Para desarrollar dicha explicación, debo recurrir a la astrología y ofrecer cierta información personal. La resolución de mi condena zodiacal fue determinada un 13 de agosto casi veintidós años atrás. Así, sentenciada a cargar sobre mis hombros y corazón el peso de un signo de fuego, dio comienzo una vida cuya protagonista sería la pasión, extendida a cada ámbito de mi existencia. Mi teoría es que, a pesar de haber tenido una corta vida, mis instintos, desgastados por la desmesurada intensidad de la pasión de mis planetas, me empujan hacia el mar, con la esperanza de que éste posea la habilidad de extinguir —si no completa, por lo menos parcialmente— este fuego. Quizás tras esta misma premisa se esconda también la razón de mi inclinación hacia el Atlántico, pues tal es la intensidad que me abruma en estos últimos años que un mar no es suficiente, y necesito, en su lugar, un océano entero.
16/02/2020
Máscara
Repasando mis relatos caí en la cuenta de la máscara de mis palabras. Mi proceso de escritura era habitualmente el siguiente. La inspiración solía sorprenderme en el gimnasio, con el sudor resbalándome por la espalda y entre la cavidad de mis senos, o mientras me encontraba con la cara hundida entre las páginas de algún libro. A veces me ha sorprendido fregando, inhibiéndome de todo ruido ajeno al de mi cabeza, lo cual más de una vez me ha hecho ignorar inconscientemente a mi amigo, que viéndome aclarar los platos me relataba sus hazañas del día a día. A continuación, anotaba en alguna parte, ya fuera un cuaderno, un folio cualquiera, el ordenador o incluso el móvil, la idea en cuestión. Esta idea la formaban frases y conjuntos de palabras que contenían la esencia de lo que más adelante compondría un texto completo. Entonces, una vez aferrado el cabo en medio de la ventisca de tramas y bosquejos surgidos del vientre de alguna musa desconocida, me disponía a desenredar la maraña de pensamientos con el fin de tejer una pieza consistente y con sentido. En todo este proceso me acompañaba el que ahora considero mi amigo fiel: el diccionario de sinónimos. Evitaba la repetición a toda costa, a menos que ésta tuviera fines estéticos, y me esforzaba por ofrecer en mis reflexiones una amplia variedad léxica. A menudo, me esforzaba en elegir los términos más arcaicos y rebuscados y ponía real empeño en escoger palabras que pendían de un hilo de su significado original. Enmascaraba mis ideas, ponía distancia, obligaba al receptor a escarbar entre letras y vocablos hasta dar con la esencia y el propósito de mi comunicado. Muchos creerán que no es más que una cuestión estética. Otros quizás, algo más sentenciosos, pensarán que se debe a un complejo de autoría elocuente. Yo misma creí durante mucho tiempo en tales argumentos. Hasta hoy.
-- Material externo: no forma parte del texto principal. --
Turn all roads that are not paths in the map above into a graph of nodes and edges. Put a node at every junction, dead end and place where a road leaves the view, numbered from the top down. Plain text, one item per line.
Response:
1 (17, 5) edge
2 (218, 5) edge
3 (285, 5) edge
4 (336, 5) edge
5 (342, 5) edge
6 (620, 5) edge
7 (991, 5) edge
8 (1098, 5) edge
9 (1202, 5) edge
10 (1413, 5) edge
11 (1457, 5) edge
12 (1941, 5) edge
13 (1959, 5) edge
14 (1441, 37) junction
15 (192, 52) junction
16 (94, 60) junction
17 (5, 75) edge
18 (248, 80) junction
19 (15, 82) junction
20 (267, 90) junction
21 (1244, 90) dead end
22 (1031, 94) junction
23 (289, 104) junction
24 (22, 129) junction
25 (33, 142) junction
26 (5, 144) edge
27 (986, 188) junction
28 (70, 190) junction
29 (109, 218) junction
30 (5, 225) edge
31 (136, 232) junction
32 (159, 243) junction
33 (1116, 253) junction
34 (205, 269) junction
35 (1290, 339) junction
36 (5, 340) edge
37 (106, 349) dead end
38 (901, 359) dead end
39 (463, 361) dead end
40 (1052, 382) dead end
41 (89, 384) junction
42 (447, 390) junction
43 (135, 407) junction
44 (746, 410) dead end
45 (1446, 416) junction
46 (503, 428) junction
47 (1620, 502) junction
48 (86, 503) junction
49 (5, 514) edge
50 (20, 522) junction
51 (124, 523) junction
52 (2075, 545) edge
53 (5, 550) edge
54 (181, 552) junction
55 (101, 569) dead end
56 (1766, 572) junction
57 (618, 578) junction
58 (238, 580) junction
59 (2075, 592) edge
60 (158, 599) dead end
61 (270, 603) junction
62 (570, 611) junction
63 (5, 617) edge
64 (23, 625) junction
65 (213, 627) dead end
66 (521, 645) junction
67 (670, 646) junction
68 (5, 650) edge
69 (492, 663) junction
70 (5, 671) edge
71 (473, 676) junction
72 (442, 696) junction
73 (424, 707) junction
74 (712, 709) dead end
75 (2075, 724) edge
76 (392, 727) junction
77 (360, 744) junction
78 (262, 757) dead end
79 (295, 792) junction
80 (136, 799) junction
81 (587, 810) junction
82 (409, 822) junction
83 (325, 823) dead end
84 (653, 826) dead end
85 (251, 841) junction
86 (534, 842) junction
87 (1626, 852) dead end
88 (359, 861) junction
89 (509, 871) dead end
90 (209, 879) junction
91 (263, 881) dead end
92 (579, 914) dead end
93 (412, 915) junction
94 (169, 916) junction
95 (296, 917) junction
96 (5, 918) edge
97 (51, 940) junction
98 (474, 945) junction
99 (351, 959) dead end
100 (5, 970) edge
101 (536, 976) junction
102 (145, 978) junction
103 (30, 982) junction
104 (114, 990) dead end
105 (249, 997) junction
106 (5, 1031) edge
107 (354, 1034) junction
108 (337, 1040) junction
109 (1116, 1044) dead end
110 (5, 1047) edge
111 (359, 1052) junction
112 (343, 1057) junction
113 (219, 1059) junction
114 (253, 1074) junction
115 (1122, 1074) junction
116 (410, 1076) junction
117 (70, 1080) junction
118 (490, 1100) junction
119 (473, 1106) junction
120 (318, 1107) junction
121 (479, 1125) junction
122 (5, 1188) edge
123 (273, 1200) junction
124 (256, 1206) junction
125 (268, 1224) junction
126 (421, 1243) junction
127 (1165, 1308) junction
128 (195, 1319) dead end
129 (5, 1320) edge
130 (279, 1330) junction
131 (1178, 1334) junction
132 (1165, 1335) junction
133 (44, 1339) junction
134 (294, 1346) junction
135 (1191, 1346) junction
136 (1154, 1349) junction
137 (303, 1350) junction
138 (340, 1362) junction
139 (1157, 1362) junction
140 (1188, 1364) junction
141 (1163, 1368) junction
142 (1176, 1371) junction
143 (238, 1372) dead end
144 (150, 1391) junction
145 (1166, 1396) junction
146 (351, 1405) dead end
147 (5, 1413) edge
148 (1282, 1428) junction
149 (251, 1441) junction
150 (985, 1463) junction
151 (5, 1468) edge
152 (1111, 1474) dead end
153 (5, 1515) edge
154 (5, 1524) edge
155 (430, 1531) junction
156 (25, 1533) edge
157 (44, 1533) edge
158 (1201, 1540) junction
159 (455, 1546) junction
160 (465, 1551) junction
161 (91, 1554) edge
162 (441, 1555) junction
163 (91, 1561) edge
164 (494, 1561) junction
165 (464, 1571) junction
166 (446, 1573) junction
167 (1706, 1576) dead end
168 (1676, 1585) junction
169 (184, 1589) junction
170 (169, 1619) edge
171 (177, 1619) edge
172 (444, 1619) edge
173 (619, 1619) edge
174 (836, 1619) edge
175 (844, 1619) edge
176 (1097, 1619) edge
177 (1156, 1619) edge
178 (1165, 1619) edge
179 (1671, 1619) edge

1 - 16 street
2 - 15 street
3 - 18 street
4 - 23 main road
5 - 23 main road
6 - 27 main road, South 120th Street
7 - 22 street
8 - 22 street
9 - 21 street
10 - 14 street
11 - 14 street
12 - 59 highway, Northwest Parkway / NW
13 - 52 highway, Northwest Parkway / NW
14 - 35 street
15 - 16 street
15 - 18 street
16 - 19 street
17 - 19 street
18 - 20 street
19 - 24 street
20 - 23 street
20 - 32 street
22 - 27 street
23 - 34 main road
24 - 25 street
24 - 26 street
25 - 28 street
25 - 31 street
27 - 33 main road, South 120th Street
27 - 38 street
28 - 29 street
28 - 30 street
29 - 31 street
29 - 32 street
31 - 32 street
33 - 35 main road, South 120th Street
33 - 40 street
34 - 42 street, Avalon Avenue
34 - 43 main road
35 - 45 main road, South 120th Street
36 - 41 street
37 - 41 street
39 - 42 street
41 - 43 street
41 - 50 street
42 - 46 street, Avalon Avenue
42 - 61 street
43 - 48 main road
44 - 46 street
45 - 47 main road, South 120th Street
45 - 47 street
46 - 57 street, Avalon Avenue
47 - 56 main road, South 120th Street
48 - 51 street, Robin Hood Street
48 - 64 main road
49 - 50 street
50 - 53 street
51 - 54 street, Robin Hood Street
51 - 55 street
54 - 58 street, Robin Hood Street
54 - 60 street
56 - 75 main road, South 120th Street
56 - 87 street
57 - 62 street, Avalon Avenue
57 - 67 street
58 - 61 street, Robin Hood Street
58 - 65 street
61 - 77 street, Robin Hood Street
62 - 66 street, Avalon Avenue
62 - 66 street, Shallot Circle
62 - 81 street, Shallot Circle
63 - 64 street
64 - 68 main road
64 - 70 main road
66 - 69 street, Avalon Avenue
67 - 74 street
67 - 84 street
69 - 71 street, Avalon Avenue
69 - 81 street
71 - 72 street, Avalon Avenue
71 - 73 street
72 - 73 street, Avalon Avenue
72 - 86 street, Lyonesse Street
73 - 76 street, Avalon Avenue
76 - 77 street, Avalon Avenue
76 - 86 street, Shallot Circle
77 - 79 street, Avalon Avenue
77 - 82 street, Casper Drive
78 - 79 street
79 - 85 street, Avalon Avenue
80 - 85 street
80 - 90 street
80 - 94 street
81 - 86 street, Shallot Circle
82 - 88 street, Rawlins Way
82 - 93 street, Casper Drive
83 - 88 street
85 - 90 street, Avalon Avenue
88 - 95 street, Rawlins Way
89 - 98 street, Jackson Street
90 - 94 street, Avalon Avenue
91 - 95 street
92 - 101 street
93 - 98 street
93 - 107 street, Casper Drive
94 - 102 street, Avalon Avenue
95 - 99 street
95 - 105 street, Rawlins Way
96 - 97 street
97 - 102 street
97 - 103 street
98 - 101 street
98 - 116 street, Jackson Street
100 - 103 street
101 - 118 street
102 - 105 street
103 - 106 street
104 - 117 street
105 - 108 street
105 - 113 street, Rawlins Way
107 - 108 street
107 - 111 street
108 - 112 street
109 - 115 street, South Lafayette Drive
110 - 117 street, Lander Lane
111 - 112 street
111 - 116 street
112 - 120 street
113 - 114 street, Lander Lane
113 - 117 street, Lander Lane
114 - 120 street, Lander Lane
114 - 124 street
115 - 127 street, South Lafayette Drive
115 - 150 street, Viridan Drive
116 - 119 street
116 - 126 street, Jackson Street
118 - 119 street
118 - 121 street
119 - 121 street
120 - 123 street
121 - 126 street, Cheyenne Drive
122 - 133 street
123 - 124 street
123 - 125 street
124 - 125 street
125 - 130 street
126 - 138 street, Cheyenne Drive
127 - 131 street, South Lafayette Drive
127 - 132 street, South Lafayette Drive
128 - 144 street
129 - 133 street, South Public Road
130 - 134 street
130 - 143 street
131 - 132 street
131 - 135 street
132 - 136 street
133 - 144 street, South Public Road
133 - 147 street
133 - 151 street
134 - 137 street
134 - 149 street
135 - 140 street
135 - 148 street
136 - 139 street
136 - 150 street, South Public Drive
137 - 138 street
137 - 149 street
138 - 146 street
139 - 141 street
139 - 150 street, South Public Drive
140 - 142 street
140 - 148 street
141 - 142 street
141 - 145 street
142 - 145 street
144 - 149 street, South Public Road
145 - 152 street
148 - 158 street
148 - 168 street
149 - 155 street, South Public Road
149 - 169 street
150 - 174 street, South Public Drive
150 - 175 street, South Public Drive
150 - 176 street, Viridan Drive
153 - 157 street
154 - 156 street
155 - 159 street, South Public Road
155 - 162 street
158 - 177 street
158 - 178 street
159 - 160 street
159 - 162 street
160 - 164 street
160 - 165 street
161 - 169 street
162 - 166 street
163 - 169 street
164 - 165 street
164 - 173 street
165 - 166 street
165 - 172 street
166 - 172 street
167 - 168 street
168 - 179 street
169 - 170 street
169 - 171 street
Hoy, en uno de esos momentos en los que la inspiración salta de entre los arbustos y sorprende a su presa, me he dado cuenta de que la máscara con la que cubro mis palabras es la misma con la que a menudo cubro mi propia persona. Mírame, léeme, escucha lo que te cuento, acércate, pero no demasiado. Quítame tú la máscara, desnúdame. A mí me tiemblan demasiado las manos.